Il finanziamento è legato all’avvio di progetti digitali, è assistito dalla garanzia del Fondo di Garanzia per le PMI e si richiede online in pochi minuti, 24 ore su 24. L’importo finanziabile va da un minimo di 12.000 euro ad un massimo di 1 milione di euro ed è versato direttamente da Credimi all’agenzia approvata dal cliente. Il finanziamento ha una durata di 5 anni ed è rimborsabile a rate a partire dal quinto trimestre dalla data di erogazione. Non è prevista l’applicazione di commissioni o interessi corrispettivi a carico dell’impresa. L’impresa richiede Credimi Commerce direttamente sul sito di Credimi.com, indicando anche gli obiettivi di crescita che vuole raggiungere attraverso il digitale. Credimi verifica la finanziabilità dell’azienda in tre giorni lavorativi e successivamente seleziona l’agenzia adatta a sviluppare il progetto digitale, mettendola in contatto con l’azienda. Gli specialisti dell’agenzia e l’imprenditore lavoreranno insieme per definire il progetto: quando l’imprenditore lo avrà approvato e avrà sottoscritto il finanziamento, l’agenzia darà il via alla realizzazione.
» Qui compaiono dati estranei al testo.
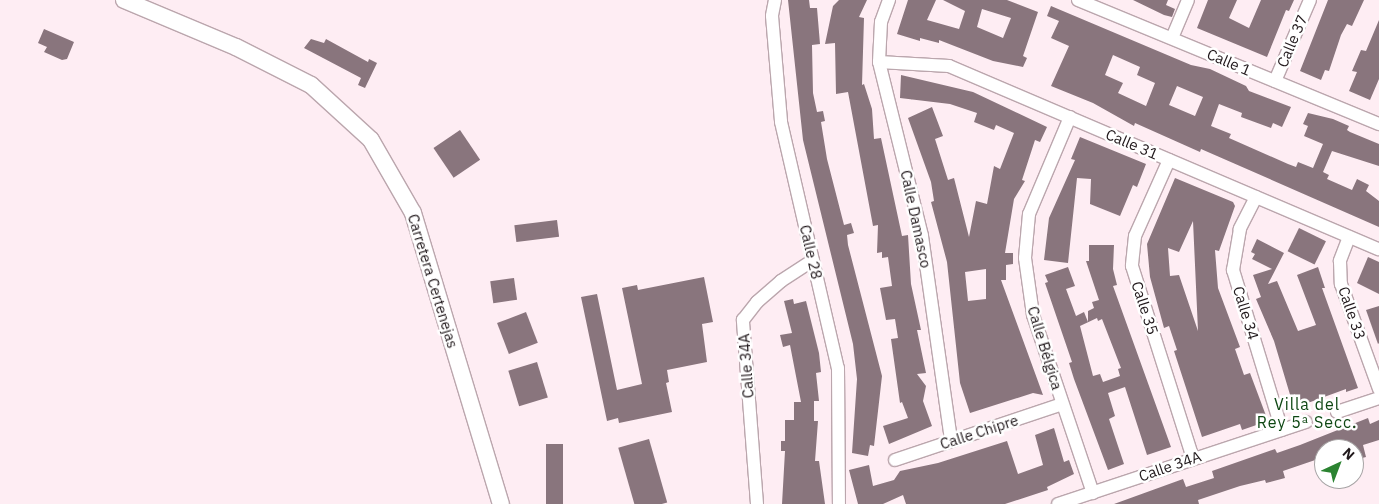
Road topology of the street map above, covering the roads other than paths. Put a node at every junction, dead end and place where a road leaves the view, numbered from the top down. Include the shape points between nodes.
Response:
1 (124, 0) edge
2 (775, 0) edge
3 (889, 0) edge
4 (1078, 0) edge
5 (1188, 0) edge
6 (1310, 0) edge
7 (1172, 38) junction
8 (879, 62) junction
9 (1275, 81) junction
10 (1070, 117) junction
11 (1379, 124) edge
12 (1169, 160) junction
13 (1256, 197) junction
14 (1349, 237) junction
15 (1379, 249) edge
16 (813, 260) junction
17 (1379, 388) edge
18 (1379, 398) edge
19 (1062, 404) junction
20 (1337, 412) dead end
21 (1306, 422) dead end
22 (1282, 430) junction
23 (951, 440) junction
24 (1193, 458) junction
25 (895, 460) dead end
26 (1093, 493) junction
27 (501, 504) edge
28 (757, 504) edge
29 (839, 504) edge
30 (1058, 504) edge

1 - 27 main road, Carretera Certenejas via 236,47 311,85 371,140 413,213
2 - 16 street, Calle 28 via 772,16 780,122
3 - 8 street, Calle Damasco via 880,22
4 - 7 street, Calle 1
5 - 7 street
6 - 9 street, Calle 37
7 - 9 street, Calle 1
8 - 10 street, Calle 31 via 948,66
8 - 23 street, Calle Damasco via 922,236
9 - 11 street, Calle 1
10 - 12 street, Calle 31
10 - 19 street, Calle Bélgica via 1029,214 1025,258 1033,315
12 - 13 street, Calle 31
12 - 24 street, Calle 35 via 1135,236 1132,266
13 - 14 street, Calle 31
13 - 22 street, Calle 34 via 1240,229 1233,270
14 - 15 street, Calle 31
14 - 17 street, Calle 33 via 1340,261 1341,284
16 - 28 street, Calle 34A via 781,281 757,302 743,320
16 - 29 street, Calle 28 via 838,368
18 - 20 street
19 - 23 street, Calle Chipre
19 - 26 street, Calle Bélgica
21 - 22 street, Calle 34A
22 - 24 street, Calle 34A
23 - 25 street, Calle Chipre
24 - 26 street, Calle 34A
26 - 30 street, Calle 34A

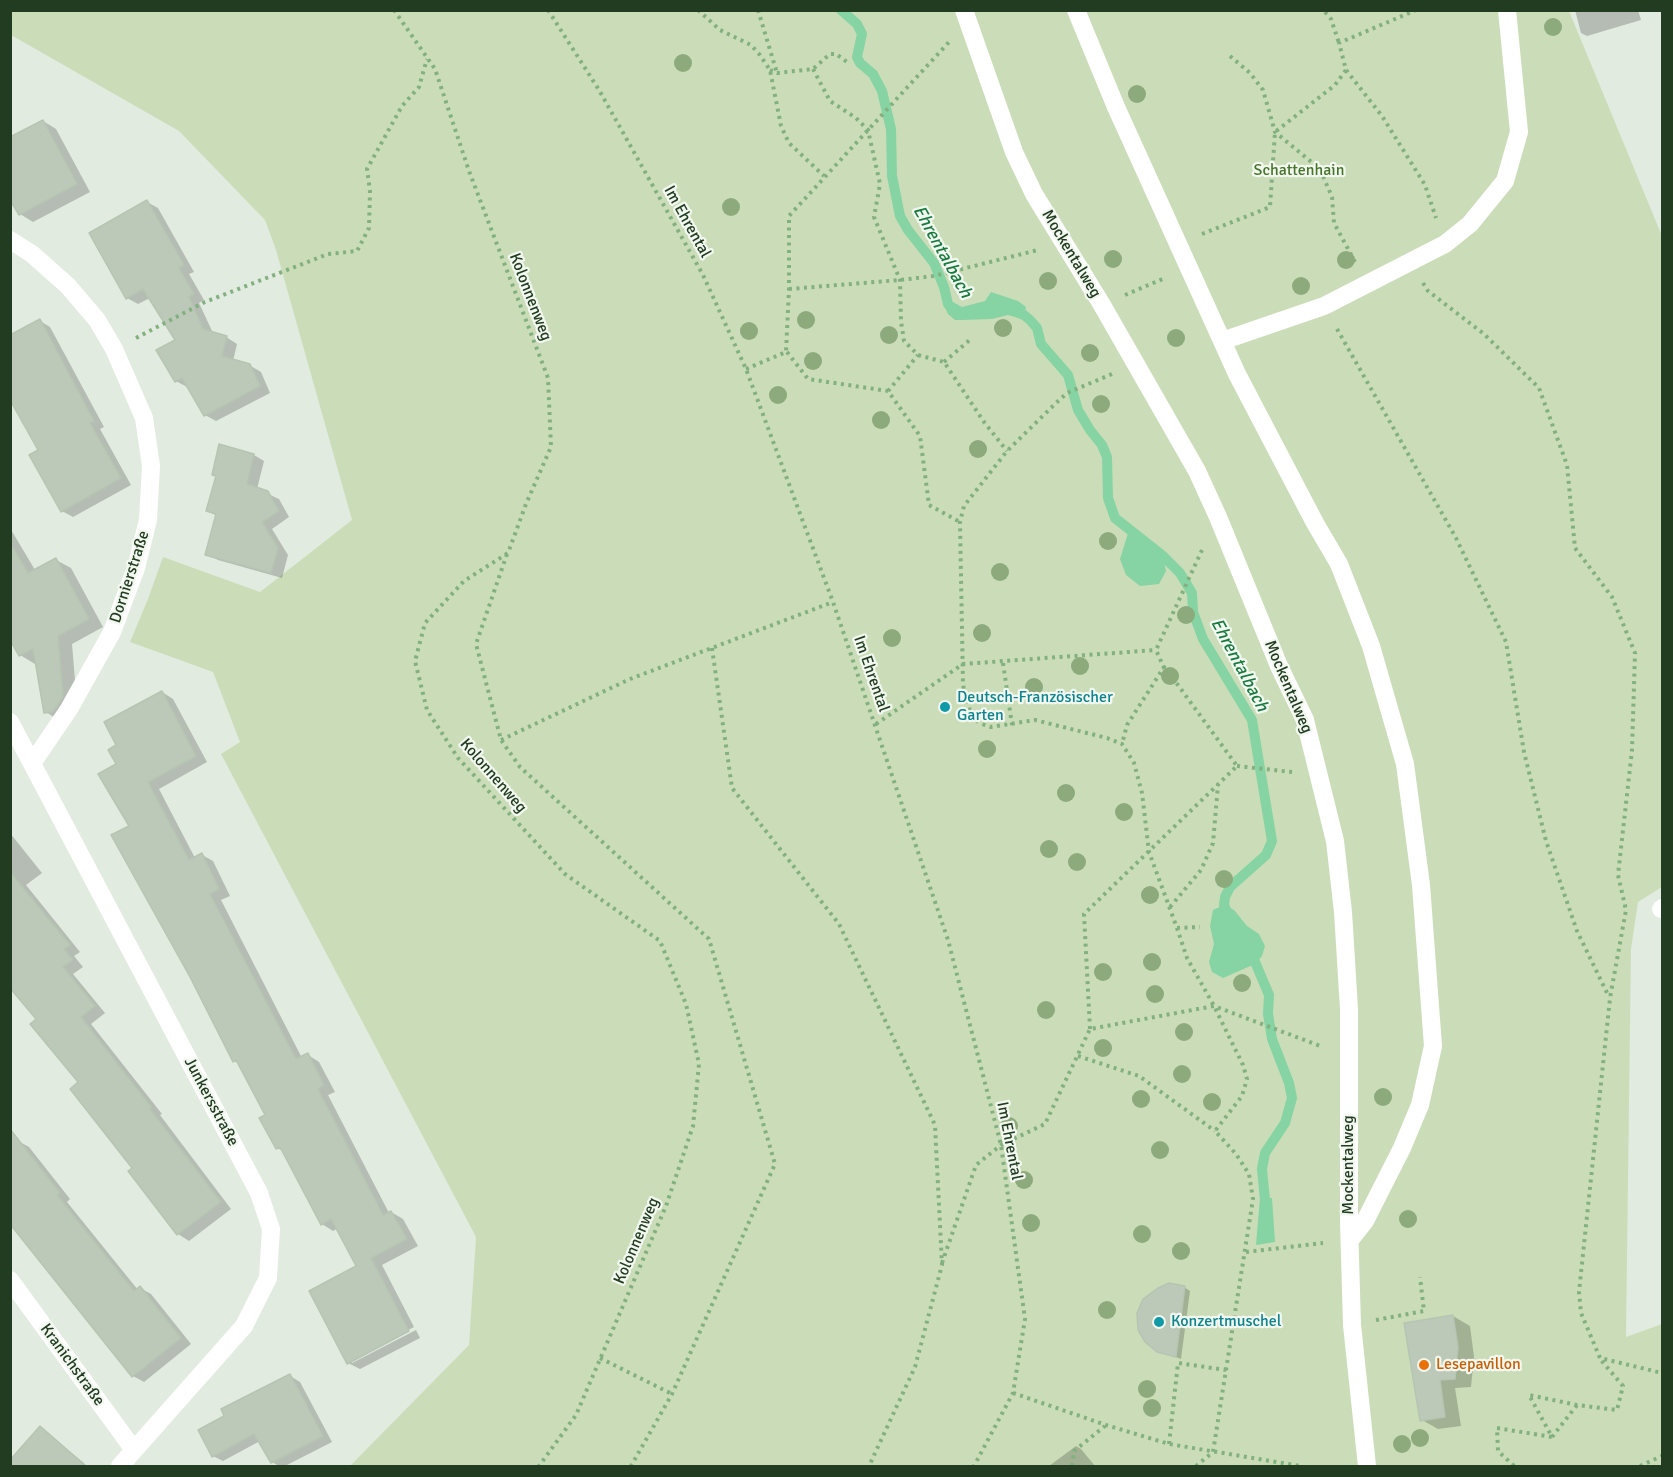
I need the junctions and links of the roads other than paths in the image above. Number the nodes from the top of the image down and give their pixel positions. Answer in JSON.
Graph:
{"nodes":[{"id":1,"x":1076,"y":10,"type":"edge"},
{"id":2,"x":1507,"y":10,"type":"edge"},
{"id":3,"x":966,"y":16,"type":"edge"},
{"id":4,"x":10,"y":240,"type":"edge"},
{"id":5,"x":1222,"y":341,"type":"junction"},
{"id":6,"x":10,"y":722,"type":"edge"},
{"id":7,"x":33,"y":762,"type":"junction"},
{"id":8,"x":1350,"y":1240,"type":"junction"},
{"id":9,"x":10,"y":1280,"type":"edge"},
{"id":10,"x":134,"y":1450,"type":"junction"},
{"id":11,"x":120,"y":1467,"type":"edge"},
{"id":12,"x":1367,"y":1467,"type":"edge"}],
"edges":[{"from":1,"to":5,"type":"street"},
{"from":2,"to":5,"type":"street"},
{"from":3,"to":8,"type":"street","name":"Mockentalweg"},
{"from":4,"to":7,"type":"street","name":"Dornierstraße"},
{"from":5,"to":8,"type":"street"},
{"from":6,"to":7,"type":"street","name":"Junkersstraße"},
{"from":7,"to":10,"type":"street","name":"Junkersstraße"},
{"from":8,"to":12,"type":"street","name":"Mockentalweg"},
{"from":9,"to":10,"type":"street","name":"Kranichstraße"},
{"from":10,"to":11,"type":"street","name":"Junkersstraße"}]}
Questo servizio nasce dall’osservazione e dall’ascolto diretto dei bisogni delle imprenditrici e degli imprenditori durante il 2020 e i primi mesi del 2021. Come infatti rilevato da una ricerca di Credimi realizzata insieme a Nextplora su un campione di 1.200 aziende[1], per il 43% delle imprese individuali, il 35% delle società di persone e il 30% delle società di capitali italiane la digitalizzazione è ormai “una tappa fondamentale del processo di crescita” dell’azienda”. Una consapevolezza che nasce anche dal fatto che una maggiore adozione di strumenti digitali non solo permette di rispondere meglio alle modificate esigenze dei clienti, ma permette anche di gestire in modo più efficiente molti processi aziendali. Nell’ultimo anno, le aziende che hanno acquistato un servizio o realizzato un’attività digitale sono state soprattutto quelle dei servizi (68%) seguite da quelle dell’industria (59%) e del commercio (57%). Del resto, anche se stando ai dati dell’ISTAT, oltre il 70% delle imprese italiane ha già effettuato investimenti nel digitale, l’Italia, è ancora in 24° posizione su 28 Stati membri dell’UE secondo il Digital Economy and Society Index 2020 (DESI). Questo perché le imprese, specialmente le più piccole e le ditte individuali che sono la base del tessuto imprenditoriale del nostro Paese, si rendono conto dell’importanza della digitalizzazione ma - come emerge dalla ricerca di Credimi - non hanno le competenze necessarie per dotarsi autonomamente di questi strumenti, infatti sembrano maggiormente disposte ad affidarsi a consulenti. Come rileva una survey condotta da Credimi tra i suoi clienti, le maggiori paure nell’affrontare la sfida del digitale sono: non essere in controllo perché non si conosce bene la materia (32,7%), spendere soldi senza un risultato soddisfacente (28%), non avere un’idea chiara dei costi (27,1%), avere difficoltà nel trovare i fornitori (11,2%).